### Task item
Among the entries below, how many lines contain the string "Licenciado"? Only the number, please.

::::::::

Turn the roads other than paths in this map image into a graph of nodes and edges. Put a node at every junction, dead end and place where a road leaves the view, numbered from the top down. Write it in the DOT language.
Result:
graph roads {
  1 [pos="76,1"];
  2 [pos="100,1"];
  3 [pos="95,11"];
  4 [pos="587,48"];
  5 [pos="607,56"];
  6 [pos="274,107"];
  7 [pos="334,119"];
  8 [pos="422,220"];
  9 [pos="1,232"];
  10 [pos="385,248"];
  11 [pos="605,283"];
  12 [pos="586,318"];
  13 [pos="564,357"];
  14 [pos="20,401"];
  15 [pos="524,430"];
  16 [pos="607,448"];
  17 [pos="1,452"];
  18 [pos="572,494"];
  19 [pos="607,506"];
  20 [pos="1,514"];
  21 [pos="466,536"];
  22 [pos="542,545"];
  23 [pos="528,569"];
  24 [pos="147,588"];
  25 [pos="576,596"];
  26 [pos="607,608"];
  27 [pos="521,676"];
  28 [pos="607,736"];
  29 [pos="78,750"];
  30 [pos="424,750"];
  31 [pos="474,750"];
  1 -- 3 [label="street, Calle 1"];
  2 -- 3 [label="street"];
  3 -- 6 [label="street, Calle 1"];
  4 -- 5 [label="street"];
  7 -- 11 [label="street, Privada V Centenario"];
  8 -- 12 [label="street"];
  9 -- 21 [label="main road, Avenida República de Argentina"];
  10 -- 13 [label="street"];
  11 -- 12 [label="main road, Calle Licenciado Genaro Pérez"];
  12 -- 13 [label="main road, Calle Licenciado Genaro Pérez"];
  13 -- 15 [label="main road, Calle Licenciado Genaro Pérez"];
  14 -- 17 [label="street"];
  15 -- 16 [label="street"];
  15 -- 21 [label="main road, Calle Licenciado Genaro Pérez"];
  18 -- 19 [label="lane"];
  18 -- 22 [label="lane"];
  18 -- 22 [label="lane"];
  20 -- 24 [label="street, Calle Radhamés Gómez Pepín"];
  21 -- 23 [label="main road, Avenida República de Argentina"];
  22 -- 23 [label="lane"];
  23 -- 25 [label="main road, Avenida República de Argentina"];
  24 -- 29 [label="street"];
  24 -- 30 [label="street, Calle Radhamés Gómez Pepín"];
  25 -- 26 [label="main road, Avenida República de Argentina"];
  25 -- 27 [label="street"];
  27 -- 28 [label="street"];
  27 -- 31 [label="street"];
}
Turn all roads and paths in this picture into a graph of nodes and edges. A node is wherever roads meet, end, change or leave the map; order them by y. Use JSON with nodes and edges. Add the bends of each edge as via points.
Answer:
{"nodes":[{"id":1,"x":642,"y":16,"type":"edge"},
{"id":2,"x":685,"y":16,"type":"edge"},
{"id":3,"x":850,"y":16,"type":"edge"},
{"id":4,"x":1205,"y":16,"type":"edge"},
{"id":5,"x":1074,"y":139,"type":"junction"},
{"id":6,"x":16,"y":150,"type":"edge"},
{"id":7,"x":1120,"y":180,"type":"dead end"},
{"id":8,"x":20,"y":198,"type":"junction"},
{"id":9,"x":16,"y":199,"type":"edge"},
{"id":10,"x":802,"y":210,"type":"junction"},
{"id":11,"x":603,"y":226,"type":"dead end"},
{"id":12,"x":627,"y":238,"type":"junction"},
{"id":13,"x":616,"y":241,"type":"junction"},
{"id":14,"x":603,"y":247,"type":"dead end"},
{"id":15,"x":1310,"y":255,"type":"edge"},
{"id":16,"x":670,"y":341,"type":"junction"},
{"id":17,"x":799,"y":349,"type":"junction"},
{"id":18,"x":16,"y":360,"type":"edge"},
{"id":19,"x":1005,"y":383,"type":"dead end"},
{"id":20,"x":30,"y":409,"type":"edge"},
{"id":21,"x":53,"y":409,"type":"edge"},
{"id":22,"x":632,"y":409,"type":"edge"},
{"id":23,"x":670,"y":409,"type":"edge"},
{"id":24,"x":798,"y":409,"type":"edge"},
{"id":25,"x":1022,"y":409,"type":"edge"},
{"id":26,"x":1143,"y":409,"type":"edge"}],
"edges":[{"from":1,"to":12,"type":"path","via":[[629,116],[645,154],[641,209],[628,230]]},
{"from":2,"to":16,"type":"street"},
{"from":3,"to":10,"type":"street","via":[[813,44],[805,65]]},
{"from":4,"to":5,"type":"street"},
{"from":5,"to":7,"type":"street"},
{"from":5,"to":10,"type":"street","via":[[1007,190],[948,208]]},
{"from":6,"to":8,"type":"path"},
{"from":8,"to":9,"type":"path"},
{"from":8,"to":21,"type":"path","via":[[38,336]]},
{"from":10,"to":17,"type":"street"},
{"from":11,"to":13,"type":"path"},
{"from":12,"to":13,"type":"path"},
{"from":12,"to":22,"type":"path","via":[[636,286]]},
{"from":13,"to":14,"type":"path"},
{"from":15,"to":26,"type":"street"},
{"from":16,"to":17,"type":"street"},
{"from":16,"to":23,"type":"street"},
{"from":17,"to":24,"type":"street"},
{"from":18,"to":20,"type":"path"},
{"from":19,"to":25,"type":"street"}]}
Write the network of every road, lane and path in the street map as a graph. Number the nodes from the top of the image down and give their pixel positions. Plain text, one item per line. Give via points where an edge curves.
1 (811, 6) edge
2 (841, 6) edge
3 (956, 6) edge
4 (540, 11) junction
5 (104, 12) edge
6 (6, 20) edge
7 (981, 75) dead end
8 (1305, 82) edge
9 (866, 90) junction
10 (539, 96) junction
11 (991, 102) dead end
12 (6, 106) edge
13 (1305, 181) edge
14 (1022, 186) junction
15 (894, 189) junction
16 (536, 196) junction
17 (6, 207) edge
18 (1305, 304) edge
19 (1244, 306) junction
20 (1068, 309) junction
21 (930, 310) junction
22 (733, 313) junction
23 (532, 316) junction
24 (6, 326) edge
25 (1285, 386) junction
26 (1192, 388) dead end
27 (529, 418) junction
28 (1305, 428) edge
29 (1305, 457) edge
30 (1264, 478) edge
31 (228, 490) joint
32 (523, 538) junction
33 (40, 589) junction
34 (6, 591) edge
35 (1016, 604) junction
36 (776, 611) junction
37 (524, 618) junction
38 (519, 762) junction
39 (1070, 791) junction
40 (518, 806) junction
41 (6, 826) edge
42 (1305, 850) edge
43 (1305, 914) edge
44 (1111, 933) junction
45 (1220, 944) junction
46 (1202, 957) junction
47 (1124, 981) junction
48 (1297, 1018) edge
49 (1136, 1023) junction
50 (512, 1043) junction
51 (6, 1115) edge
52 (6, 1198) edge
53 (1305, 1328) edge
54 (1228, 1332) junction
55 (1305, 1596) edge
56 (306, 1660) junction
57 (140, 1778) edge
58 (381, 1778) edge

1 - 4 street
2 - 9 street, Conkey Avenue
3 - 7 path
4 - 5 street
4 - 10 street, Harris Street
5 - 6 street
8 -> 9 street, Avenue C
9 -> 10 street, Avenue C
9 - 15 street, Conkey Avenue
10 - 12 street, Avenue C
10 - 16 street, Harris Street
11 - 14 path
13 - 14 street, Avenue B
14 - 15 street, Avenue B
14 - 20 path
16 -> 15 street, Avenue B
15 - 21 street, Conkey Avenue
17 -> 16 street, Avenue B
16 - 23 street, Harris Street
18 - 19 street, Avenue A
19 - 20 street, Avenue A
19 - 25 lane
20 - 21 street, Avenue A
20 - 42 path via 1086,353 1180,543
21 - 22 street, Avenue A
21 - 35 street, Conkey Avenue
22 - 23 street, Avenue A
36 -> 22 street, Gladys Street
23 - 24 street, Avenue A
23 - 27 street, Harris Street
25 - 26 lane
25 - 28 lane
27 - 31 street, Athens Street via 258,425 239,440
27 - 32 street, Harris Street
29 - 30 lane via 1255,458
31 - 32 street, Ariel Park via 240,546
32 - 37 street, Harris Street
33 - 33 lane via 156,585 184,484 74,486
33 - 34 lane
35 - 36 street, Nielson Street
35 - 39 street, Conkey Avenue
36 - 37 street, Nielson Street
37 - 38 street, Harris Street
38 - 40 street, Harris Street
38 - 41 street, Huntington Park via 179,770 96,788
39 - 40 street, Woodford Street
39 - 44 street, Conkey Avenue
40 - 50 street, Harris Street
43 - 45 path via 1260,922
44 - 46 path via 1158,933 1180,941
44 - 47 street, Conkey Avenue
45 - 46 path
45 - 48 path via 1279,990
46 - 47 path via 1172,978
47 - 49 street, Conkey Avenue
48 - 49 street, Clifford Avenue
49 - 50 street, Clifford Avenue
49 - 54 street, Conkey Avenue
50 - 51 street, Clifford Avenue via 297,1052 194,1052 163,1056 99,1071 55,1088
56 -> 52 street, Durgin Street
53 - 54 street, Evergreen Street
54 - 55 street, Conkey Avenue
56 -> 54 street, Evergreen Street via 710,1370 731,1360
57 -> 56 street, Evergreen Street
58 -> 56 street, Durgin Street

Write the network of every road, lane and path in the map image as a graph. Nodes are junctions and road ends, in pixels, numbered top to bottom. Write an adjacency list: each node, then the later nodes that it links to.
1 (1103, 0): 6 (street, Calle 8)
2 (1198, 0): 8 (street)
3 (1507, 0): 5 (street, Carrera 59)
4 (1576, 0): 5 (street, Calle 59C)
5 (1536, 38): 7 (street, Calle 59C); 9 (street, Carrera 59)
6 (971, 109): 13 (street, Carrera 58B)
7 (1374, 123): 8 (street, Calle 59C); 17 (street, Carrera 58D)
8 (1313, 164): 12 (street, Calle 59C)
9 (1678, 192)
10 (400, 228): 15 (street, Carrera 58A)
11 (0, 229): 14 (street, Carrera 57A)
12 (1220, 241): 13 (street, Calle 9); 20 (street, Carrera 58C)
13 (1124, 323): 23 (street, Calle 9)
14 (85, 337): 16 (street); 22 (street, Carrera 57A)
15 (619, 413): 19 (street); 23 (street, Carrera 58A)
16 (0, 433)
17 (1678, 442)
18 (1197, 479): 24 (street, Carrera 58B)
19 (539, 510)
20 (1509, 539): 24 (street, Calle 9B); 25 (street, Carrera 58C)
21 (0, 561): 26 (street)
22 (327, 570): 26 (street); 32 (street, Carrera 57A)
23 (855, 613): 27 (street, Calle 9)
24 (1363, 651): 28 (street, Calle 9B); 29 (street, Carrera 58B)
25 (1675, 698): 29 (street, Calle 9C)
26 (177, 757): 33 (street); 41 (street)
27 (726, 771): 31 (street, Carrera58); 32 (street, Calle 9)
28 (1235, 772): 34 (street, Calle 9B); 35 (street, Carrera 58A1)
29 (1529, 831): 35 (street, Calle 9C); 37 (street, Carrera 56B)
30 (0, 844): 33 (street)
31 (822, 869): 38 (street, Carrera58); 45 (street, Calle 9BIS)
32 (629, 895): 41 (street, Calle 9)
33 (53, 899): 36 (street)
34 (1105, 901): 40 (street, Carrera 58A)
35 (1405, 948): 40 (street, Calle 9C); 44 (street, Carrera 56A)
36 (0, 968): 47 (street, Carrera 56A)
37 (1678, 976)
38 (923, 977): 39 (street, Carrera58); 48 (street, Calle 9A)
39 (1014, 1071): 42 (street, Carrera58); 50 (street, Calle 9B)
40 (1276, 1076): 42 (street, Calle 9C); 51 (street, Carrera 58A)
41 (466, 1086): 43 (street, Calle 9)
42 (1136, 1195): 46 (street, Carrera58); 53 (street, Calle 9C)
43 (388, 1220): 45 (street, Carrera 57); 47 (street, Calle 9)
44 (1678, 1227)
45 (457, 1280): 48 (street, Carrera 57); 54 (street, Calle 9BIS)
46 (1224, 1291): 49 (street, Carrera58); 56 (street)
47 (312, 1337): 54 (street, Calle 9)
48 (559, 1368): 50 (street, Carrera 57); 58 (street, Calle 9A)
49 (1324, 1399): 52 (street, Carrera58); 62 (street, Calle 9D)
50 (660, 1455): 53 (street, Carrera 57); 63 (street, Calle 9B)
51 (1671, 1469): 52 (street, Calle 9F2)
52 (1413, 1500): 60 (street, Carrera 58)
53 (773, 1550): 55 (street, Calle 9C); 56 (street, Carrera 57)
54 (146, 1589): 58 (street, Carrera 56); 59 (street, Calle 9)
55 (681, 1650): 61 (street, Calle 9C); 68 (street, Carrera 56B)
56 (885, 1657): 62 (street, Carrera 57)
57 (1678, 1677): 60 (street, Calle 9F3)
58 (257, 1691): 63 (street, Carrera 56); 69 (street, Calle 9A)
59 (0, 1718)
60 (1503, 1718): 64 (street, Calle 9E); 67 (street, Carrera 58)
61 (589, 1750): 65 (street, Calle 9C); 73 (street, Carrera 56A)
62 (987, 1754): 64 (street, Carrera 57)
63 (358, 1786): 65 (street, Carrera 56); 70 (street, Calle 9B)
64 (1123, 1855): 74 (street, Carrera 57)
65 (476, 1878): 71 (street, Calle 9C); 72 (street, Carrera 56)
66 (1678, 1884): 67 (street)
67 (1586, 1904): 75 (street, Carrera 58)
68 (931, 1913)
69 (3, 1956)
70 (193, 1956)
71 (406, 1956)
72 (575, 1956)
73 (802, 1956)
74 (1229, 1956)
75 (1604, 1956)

::::::::

### Completed task
4